I also successfully requested another hearing to get my children back in the lower court. Six months ago, Judge Briese granted that hearing for this month.
Within days the father's attorneys filed a subpoena in the lower court demanding I appear for a lengthy deposition and filed a motion to end my precious two-hour-a-month supervised visit with my girls.
So now Judge Briese has changed his mind about allowing my hearing to consider reuniting me with my daughters to proceed. Instead the judge is demanding I submit to this lengthy deposition during my hearing time.
I don’t understand how this can be happening. I can learn the rules but apparently they will never apply to me or my children.
I have dutifully complied with every court order. But last week, I demanded that my hearing to reunite with my children be held and that my witnesses that I subpoenaed be allowed to testify. The hearing was scheduled for three days, so the next day I went back again to demand my hearing.
Dr. Pearce, who had long been ready to testify that an 8-year-old should not know what an erect penis looks like nor have any idea about how oral sex is performed, was again there to be heard. This time I filed an emergency motion requesting Dr.
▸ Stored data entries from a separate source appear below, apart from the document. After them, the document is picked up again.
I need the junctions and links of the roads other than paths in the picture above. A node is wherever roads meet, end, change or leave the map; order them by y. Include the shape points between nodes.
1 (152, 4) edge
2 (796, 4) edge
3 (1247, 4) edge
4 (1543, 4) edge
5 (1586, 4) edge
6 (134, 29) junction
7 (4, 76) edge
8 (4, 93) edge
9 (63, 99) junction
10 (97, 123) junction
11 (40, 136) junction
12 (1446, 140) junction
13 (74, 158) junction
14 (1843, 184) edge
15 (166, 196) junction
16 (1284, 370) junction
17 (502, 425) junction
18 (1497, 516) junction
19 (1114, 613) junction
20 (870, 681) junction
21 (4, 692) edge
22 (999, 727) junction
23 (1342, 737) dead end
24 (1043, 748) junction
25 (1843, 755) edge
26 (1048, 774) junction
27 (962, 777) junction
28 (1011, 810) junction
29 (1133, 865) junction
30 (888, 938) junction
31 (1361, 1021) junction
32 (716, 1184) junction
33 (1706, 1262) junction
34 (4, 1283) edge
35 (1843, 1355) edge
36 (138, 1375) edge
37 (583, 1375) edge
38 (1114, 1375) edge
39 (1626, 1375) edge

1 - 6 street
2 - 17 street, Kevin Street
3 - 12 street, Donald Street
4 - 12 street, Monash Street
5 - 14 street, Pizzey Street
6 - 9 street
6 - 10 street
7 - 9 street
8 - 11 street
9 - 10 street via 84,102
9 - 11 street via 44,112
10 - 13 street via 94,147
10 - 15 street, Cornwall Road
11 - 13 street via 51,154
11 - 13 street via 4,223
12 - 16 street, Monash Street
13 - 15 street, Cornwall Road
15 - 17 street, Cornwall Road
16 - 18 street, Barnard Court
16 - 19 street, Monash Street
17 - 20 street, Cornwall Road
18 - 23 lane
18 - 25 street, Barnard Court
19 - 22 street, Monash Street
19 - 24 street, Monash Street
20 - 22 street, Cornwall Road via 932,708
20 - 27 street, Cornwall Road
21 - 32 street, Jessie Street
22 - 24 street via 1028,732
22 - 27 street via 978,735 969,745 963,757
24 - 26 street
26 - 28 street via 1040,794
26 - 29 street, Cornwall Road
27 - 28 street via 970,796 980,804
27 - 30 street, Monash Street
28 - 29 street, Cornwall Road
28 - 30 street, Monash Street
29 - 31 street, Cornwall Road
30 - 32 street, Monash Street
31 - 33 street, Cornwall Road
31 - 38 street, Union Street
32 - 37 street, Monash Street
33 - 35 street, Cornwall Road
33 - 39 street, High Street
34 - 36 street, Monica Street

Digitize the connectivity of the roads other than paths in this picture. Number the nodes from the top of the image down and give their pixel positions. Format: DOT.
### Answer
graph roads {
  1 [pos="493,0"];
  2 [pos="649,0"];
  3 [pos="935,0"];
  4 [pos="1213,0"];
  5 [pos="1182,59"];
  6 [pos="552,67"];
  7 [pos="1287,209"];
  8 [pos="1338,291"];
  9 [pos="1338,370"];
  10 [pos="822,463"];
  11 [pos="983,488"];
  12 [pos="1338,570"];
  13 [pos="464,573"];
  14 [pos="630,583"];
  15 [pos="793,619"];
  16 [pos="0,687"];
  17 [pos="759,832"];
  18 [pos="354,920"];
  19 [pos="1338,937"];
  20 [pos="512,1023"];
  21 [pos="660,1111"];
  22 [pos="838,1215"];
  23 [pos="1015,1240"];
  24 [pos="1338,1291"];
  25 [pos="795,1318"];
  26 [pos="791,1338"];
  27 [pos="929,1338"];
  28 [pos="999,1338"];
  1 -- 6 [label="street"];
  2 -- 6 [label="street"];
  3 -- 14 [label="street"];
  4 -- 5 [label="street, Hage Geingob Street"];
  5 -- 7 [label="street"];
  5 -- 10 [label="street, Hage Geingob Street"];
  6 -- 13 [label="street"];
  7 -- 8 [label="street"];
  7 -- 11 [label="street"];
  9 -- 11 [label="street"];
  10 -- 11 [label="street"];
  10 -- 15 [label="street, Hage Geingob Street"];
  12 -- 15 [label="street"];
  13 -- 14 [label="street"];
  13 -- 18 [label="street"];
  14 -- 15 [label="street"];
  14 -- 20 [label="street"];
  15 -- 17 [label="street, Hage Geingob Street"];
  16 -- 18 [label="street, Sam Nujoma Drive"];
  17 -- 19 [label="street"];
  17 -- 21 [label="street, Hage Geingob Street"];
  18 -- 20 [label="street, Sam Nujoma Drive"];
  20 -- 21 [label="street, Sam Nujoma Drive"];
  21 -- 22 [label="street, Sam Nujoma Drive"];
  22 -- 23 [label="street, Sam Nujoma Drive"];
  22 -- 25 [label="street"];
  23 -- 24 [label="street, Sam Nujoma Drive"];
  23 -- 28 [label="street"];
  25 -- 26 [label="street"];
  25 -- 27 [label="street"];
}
Pearce, the Melbourne therapist, be allowed to be heard about her concerns for the childrens' safety. According to Florida state law all judges must hear evidence being offered concerning child abuse.
But again Judge Briese refused to allow Dr. Pearce to be heard.
I don’t know what else to do so I’m writing. I’ve sent out press releases. I’m hoping someone with the power to help my children will hear my cries. And the cries of so many parents just like me.
All documents linked are filed with the court and public record, though I have replaced my minor children's names with D1 for my eldest daughter and D2 for my youngest. The court docket for this case can be seen at www.clerk.org, click "Search Online Records" in the upper right corner, click "Case Inquiry," accept the terms, then enter case number 2004 30312 FMCI.